O Bodhisatta foi, certa vez, Indra, rei dos deuses. Após a morte do pai de um jovem, ele dedicou-se inteiramente a cuidar de sua mãe, desde servir-lhe comida até escovar-lhe os dentes. Sua mãe disse-lhe para encontrar uma esposa que pudesse cuidar dela, para que ele pudesse trabalhar e ganhar dinheiro. Mas ele sentia grande prazer em cuidar dela e não tinha interesse em mais nada — ele planejava ficar com ela até que ela morresse e depois partir para tornar-se um asceta. Mas sua mãe insistiu e, como não conseguiu convencer o filho a fazê-lo, escolheu uma esposa para ele. E como ele não se oporia à sua mãe, o homem casou-se com ela.
Querendo agradar o marido, a mulher cuidou da sogra com a mesma atenção que ele. Satisfeito com isso, o homem deu à esposa os melhores alimentos, mas ela interpretou erroneamente essa atenção como se ele quisesse livrar-se da mãe, e ela decidiu fazê-lo. Ela fez a mãe parecer uma reclamona intolerável e implacável. Ela começou a servir o arroz da mãe muito quente ou muito frio, ou muito salgado ou sem sal. Quando a mãe reclamava, ela mudava o arroz para o extremo oposto, e a mãe reclamava novamente. Ela fez o mesmo com a água do banho, quente e depois fria. E quando a mãe pediu para que as pulgas fossem sacudidas de sua cama, a esposa acrescentou mais. Mas ouvir as reclamações constantes de sua mãe ainda não era suficiente para perturbar o homem. Finalmente, a esposa espalhou catarro, muco e cabelos grisalhos pela casa e culpou a mãe pela bagunça. Ela disse que essa era a gota d’água — ou a velha bruxa tinha que ir embora, ou ela iria. Acreditando que sua mãe era quem estava causando a discórdia, o homem finalmente disse-lhe para ir embora. Com lágrimas, ela foi morar com uma amiga e conseguiu um emprego para sustentar-se.

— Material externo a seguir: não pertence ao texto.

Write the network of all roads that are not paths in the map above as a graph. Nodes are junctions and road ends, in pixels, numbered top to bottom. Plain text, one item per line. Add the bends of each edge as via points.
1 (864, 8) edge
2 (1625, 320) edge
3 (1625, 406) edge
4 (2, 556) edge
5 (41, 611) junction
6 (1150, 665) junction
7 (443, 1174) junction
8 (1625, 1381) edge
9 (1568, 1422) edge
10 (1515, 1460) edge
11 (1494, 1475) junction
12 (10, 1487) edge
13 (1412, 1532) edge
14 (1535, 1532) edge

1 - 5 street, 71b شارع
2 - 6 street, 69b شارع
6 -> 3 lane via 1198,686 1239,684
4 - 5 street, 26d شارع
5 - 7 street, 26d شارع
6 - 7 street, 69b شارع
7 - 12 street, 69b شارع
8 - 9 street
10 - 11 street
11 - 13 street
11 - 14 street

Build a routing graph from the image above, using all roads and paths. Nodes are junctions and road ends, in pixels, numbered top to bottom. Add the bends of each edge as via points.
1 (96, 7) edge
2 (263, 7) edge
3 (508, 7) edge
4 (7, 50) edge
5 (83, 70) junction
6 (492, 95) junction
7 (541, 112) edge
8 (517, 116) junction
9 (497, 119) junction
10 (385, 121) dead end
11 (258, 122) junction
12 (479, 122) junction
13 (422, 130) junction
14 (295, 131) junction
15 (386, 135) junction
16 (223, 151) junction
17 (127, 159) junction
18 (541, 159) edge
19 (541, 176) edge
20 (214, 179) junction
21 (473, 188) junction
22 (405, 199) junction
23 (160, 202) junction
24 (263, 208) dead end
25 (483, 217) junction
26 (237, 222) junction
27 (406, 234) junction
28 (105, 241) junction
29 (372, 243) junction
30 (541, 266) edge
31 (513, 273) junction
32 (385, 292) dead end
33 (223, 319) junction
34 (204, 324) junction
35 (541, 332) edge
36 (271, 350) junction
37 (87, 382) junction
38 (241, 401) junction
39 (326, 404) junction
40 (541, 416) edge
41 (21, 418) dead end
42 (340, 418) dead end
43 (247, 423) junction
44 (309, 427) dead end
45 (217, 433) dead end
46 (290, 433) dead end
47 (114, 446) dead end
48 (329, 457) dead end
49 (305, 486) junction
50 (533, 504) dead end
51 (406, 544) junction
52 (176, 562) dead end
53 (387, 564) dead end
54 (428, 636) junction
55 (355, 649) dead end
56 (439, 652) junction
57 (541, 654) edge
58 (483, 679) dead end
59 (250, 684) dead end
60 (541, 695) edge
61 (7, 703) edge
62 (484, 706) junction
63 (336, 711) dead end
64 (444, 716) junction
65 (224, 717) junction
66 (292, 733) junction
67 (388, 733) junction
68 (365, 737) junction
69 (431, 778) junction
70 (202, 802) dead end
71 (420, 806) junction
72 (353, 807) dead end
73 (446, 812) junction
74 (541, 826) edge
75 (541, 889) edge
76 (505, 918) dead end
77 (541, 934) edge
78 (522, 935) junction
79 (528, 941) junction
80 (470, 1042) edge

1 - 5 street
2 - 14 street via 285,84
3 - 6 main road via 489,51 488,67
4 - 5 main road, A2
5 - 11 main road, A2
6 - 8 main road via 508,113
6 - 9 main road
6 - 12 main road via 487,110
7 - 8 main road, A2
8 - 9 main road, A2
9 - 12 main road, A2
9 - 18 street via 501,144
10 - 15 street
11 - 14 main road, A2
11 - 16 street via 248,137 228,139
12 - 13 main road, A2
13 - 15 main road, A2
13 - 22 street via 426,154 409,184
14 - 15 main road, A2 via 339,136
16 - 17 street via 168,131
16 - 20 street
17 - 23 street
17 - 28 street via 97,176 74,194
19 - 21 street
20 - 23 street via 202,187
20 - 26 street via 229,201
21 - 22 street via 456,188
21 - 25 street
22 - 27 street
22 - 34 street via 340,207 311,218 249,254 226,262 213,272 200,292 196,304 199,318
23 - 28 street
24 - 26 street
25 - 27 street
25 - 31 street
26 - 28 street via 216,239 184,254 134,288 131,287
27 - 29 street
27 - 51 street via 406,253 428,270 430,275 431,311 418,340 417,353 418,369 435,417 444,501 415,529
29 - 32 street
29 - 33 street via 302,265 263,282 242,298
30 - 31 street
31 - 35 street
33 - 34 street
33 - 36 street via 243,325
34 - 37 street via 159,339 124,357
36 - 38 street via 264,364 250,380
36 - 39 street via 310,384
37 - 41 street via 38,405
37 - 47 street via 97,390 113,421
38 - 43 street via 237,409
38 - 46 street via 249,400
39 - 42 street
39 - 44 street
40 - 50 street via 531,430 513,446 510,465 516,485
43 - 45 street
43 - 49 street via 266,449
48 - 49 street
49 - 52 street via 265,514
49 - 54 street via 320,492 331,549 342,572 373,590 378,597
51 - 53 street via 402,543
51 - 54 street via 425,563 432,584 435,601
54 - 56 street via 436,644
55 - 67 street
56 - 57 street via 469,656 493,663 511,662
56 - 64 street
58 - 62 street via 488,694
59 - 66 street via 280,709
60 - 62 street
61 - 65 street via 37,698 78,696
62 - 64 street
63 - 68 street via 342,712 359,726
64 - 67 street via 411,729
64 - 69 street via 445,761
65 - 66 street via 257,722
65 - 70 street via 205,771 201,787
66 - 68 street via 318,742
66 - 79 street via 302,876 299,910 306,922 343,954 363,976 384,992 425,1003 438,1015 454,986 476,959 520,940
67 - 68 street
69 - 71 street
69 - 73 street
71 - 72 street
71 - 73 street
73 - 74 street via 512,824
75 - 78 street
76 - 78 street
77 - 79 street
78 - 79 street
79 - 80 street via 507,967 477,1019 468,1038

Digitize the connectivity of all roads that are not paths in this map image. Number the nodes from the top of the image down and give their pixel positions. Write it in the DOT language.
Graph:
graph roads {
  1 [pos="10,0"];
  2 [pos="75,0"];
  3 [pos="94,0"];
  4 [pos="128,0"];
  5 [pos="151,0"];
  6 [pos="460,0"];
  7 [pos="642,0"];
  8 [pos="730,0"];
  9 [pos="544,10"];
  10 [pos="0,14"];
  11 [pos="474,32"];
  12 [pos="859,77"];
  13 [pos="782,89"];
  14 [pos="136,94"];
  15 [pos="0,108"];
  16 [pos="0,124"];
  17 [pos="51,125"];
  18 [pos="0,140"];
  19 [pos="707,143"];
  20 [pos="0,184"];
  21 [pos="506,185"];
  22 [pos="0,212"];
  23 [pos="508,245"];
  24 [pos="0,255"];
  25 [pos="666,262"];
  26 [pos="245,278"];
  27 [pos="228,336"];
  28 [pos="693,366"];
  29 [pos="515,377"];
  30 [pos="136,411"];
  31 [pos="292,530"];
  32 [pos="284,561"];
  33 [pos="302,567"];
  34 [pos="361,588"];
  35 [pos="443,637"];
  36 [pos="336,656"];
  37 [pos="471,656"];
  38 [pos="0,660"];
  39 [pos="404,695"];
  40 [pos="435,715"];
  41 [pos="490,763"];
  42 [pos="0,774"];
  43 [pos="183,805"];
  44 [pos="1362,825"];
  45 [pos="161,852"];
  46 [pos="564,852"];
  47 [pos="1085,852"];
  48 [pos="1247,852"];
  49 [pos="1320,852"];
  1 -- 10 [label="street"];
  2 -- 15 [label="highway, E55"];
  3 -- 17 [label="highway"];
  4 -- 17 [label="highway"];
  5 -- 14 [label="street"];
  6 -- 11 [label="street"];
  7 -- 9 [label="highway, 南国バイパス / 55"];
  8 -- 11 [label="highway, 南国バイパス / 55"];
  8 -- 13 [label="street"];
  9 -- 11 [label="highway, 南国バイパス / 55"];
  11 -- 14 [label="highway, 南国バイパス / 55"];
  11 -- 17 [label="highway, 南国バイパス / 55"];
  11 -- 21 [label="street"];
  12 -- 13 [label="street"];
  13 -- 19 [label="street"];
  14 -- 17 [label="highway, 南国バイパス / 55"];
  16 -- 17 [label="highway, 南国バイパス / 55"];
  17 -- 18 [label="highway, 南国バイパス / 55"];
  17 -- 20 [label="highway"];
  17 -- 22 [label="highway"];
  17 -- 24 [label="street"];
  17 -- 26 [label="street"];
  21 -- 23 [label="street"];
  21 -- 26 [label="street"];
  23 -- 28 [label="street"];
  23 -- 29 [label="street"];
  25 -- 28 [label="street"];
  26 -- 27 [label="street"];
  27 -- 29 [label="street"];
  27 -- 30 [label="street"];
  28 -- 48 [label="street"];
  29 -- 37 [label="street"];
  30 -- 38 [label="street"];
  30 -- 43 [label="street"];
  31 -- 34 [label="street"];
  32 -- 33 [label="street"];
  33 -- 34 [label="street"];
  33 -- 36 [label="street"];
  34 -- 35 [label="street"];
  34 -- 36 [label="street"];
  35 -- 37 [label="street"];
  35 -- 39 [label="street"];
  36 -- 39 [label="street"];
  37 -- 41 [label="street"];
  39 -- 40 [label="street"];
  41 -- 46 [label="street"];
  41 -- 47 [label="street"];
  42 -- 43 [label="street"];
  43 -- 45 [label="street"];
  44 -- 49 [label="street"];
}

Logo após a sogra ser mandada embora, a esposa engravidou. Ela contou ao marido e a todos os vizinhos que essa bênção não teria acontecido se sua sogra perversa não tivesse ido embora. Isso perturbou muito a mãe, e ela acreditou que, se aquelas pessoas terríveis pudessem ter uma boa vida depois do que fizeram com ela, então a justiça devia ter morrido. Então ela foi a um cemitério e queimou gergelim e arroz em um forno feito de três crânios humanos como uma oferta pela morte da justiça.
O Bodhisatta viu sua angústia e desceu à Terra para ajudá-la. Ele explicou que a justiça nunca pode morrer e disse que restauraria a felicidade e a harmonia de sua família. Ele magicamente fez o casal pensar na mãe e em todo o bem que ela tinha em seu coração, então eles saíram para encontrá-la. O casal jogou-se aos pés da mãe e obteve seu perdão. Reconciliados, todos voltaram para casa em alegria e viveram juntos felizes.
Durante a Vida do Buda
O homem que apoiou lealmente sua mãe e sua esposa eram nascimentos anteriores de um homem e uma mulher que fizeram as mesmas coisas no presente. Mas desta vez, quando a esposa deu seu ultimato, o homem escolheu sua mãe e disse à esposa para voltar para sua família porque ela ainda era jovem e podia cuidar de si mesma; sua mãe não podia. A esposa ficou chocada e com medo, sabendo que a vida longe de seu marido seria miserável. Então ela reconciliou-se com sua sogra e começou a cuidar dela adequadamente, como havia feito no passado.
Mais tarde, o homem visitou o Buda, que perguntou sobre sua mãe. Ele relatou como sua esposa havia se comportado, e o Buda lhe contou esta história para que ele soubesse que eles haviam passado por algo semelhante no passado.